> **Problem**: Pictures in the data must not be copied, but everything else should be output exactly.

> **Extracted records**:
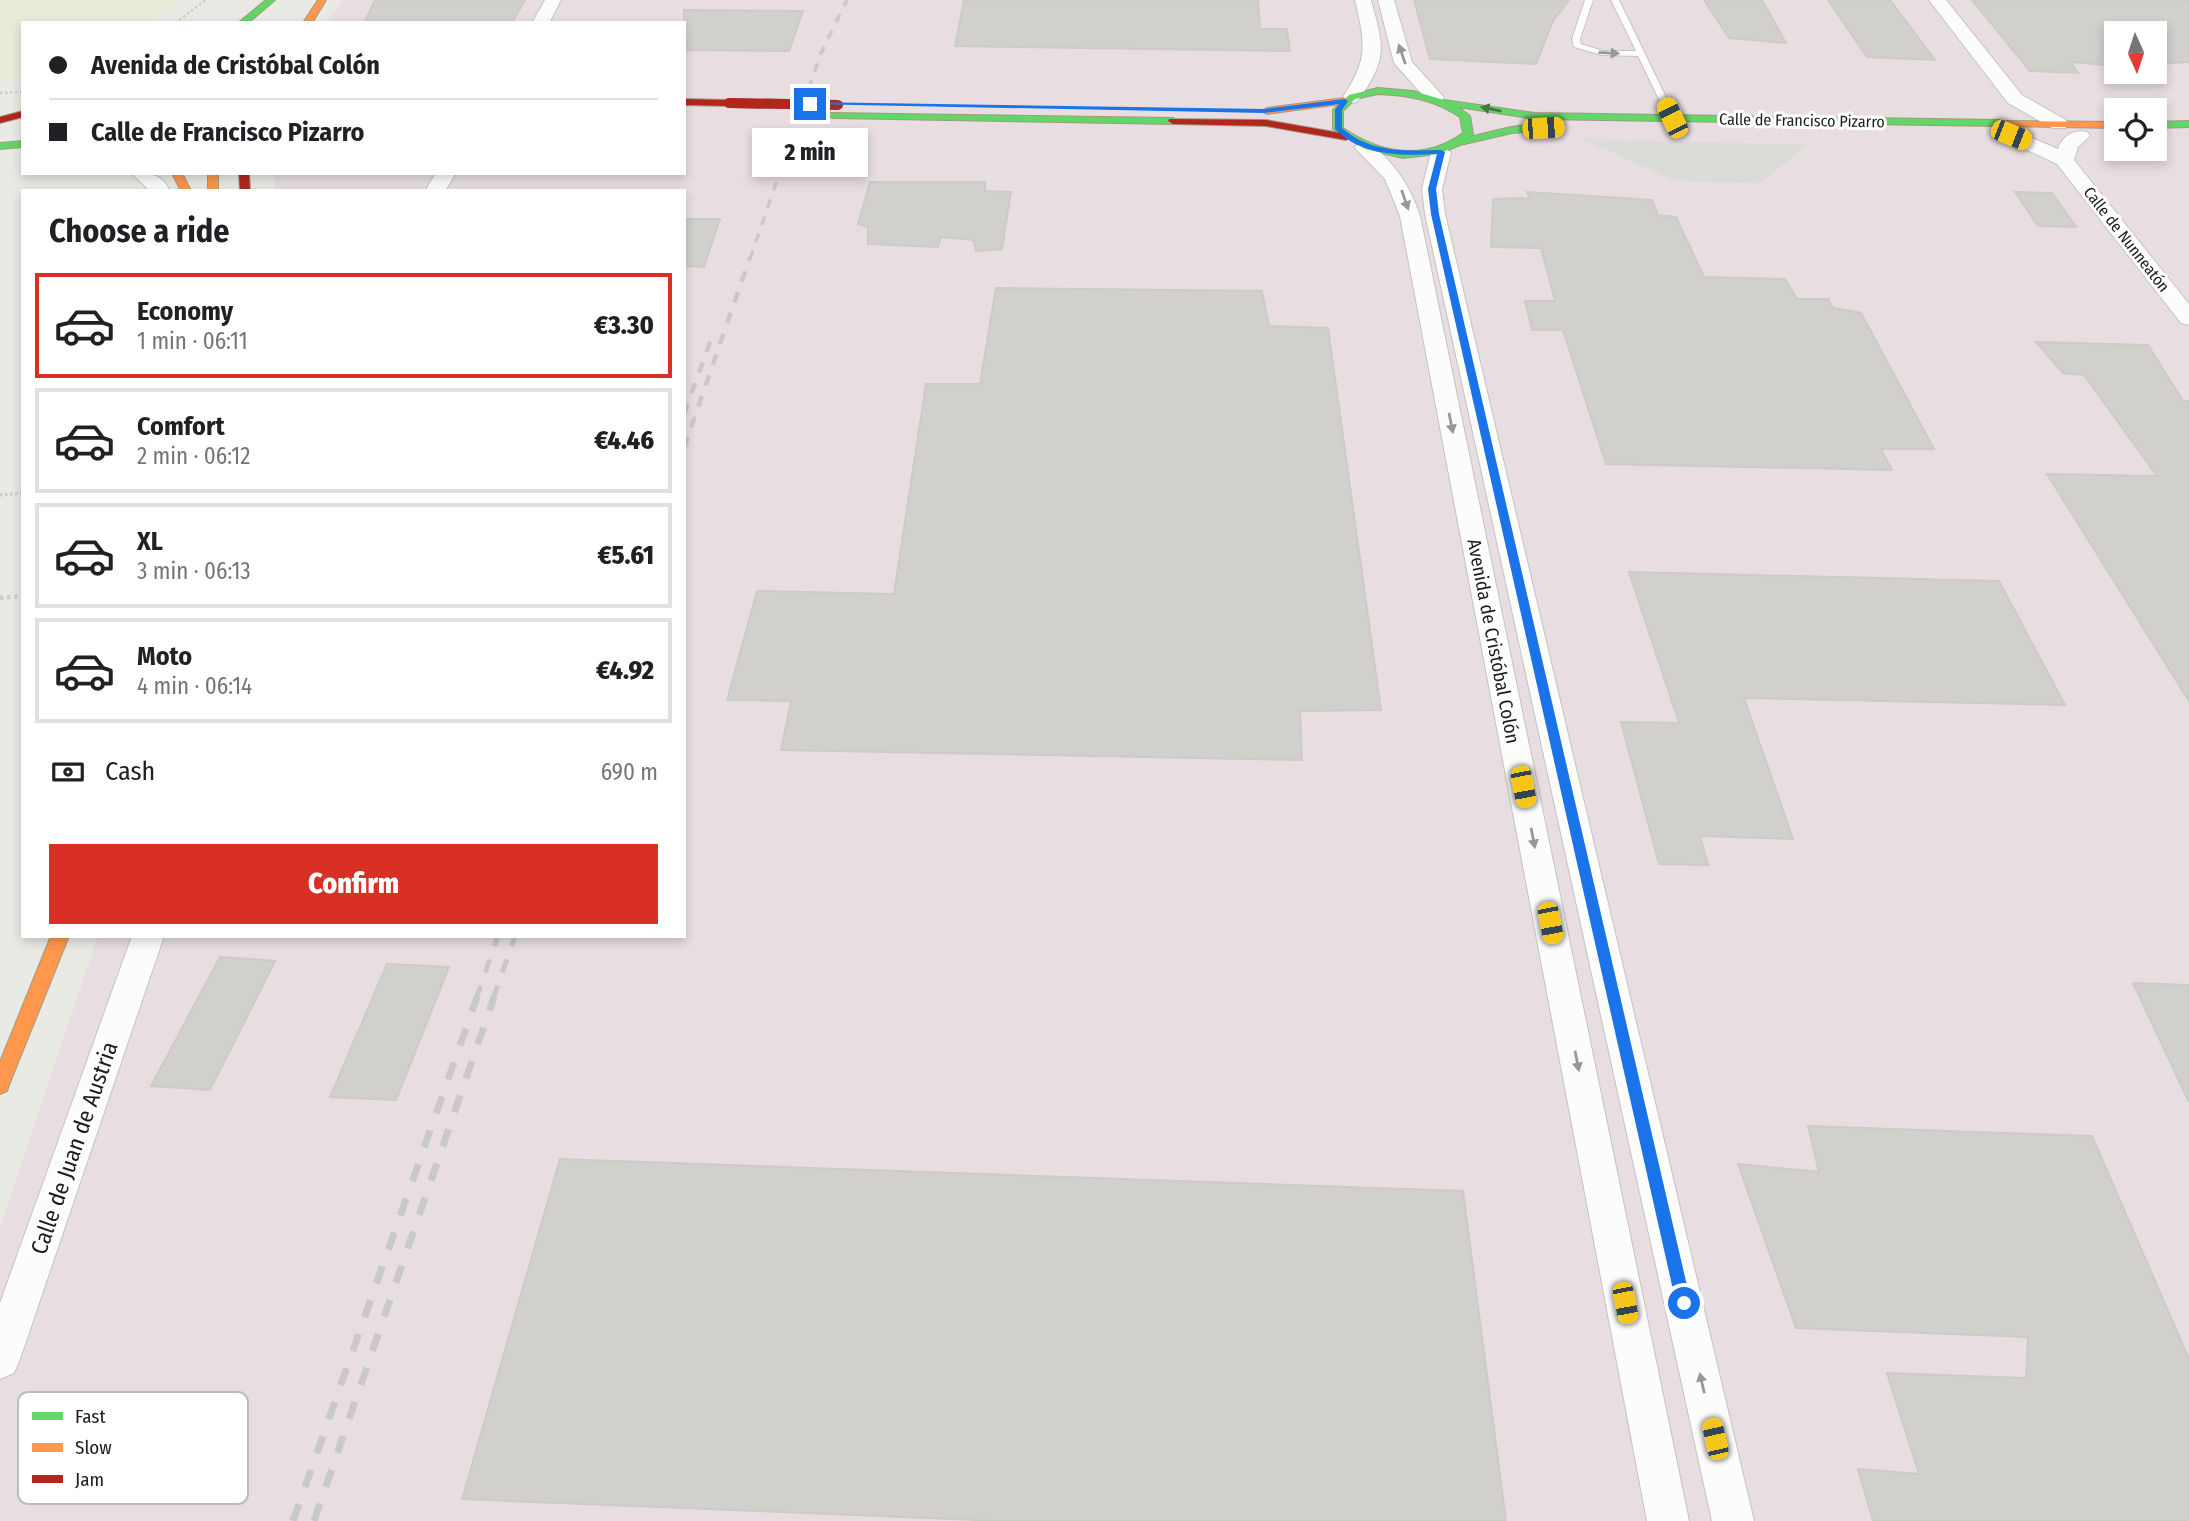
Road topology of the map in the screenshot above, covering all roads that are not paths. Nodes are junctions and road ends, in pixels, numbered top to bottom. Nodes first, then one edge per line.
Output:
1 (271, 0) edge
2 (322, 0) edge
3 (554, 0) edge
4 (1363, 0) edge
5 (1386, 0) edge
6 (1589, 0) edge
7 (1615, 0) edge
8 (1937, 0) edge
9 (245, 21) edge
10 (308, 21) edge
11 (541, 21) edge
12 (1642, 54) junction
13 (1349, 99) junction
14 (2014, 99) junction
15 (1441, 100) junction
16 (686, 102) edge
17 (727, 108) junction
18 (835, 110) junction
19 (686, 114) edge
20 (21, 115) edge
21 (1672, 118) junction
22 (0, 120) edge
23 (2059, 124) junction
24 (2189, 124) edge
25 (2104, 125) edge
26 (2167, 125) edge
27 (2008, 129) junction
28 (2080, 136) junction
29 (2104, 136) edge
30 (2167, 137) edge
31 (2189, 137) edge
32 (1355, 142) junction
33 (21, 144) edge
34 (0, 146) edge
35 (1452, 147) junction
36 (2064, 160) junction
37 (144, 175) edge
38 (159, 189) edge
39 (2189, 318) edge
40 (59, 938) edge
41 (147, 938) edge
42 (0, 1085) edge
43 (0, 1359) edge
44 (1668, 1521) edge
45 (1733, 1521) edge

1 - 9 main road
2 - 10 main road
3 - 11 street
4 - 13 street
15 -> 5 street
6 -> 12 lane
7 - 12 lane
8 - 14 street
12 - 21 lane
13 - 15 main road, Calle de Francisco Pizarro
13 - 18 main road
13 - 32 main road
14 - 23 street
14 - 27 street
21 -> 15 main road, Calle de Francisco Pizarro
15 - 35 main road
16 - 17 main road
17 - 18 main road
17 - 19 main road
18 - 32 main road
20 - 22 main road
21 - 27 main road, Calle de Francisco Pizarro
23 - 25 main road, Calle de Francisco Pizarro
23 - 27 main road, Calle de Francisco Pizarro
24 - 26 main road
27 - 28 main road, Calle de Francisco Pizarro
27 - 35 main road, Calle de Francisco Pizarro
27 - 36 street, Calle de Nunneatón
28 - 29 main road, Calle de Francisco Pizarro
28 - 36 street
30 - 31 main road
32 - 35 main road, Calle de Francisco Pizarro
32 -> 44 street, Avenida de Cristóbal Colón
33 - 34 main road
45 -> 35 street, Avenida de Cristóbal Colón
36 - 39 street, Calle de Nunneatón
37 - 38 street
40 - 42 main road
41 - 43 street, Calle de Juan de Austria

> **Answer section**:
Road topology of the map in the screenshot above, covering all roads that are not paths. Nodes are junctions and road ends, in pixels, numbered top to bottom. Nodes first, then one edge per line.
Output:
1 (271, 0) edge
2 (322, 0) edge
3 (554, 0) edge
4 (1363, 0) edge
5 (1386, 0) edge
6 (1589, 0) edge
7 (1615, 0) edge
8 (1937, 0) edge
9 (245, 21) edge
10 (308, 21) edge
11 (541, 21) edge
12 (1642, 54) junction
13 (1349, 99) junction
14 (2014, 99) junction
15 (1441, 100) junction
16 (686, 102) edge
17 (727, 108) junction
18 (835, 110) junction
19 (686, 114) edge
20 (21, 115) edge
21 (1672, 118) junction
22 (0, 120) edge
23 (2059, 124) junction
24 (2189, 124) edge
25 (2104, 125) edge
26 (2167, 125) edge
27 (2008, 129) junction
28 (2080, 136) junction
29 (2104, 136) edge
30 (2167, 137) edge
31 (2189, 137) edge
32 (1355, 142) junction
33 (21, 144) edge
34 (0, 146) edge
35 (1452, 147) junction
36 (2064, 160) junction
37 (144, 175) edge
38 (159, 189) edge
39 (2189, 318) edge
40 (59, 938) edge
41 (147, 938) edge
42 (0, 1085) edge
43 (0, 1359) edge
44 (1668, 1521) edge
45 (1733, 1521) edge

1 - 9 main road
2 - 10 main road
3 - 11 street
4 - 13 street
15 -> 5 street
6 -> 12 lane
7 - 12 lane
8 - 14 street
12 - 21 lane
13 - 15 main road, Calle de Francisco Pizarro
13 - 18 main road
13 - 32 main road
14 - 23 street
14 - 27 street
21 -> 15 main road, Calle de Francisco Pizarro
15 - 35 main road
16 - 17 main road
17 - 18 main road
17 - 19 main road
18 - 32 main road
20 - 22 main road
21 - 27 main road, Calle de Francisco Pizarro
23 - 25 main road, Calle de Francisco Pizarro
23 - 27 main road, Calle de Francisco Pizarro
24 - 26 main road
27 - 28 main road, Calle de Francisco Pizarro
27 - 35 main road, Calle de Francisco Pizarro
27 - 36 street, Calle de Nunneatón
28 - 29 main road, Calle de Francisco Pizarro
28 - 36 street
30 - 31 main road
32 - 35 main road, Calle de Francisco Pizarro
32 -> 44 street, Avenida de Cristóbal Colón
33 - 34 main road
45 -> 35 street, Avenida de Cristóbal Colón
36 - 39 street, Calle de Nunneatón
37 - 38 street
40 - 42 main road
41 - 43 street, Calle de Juan de Austria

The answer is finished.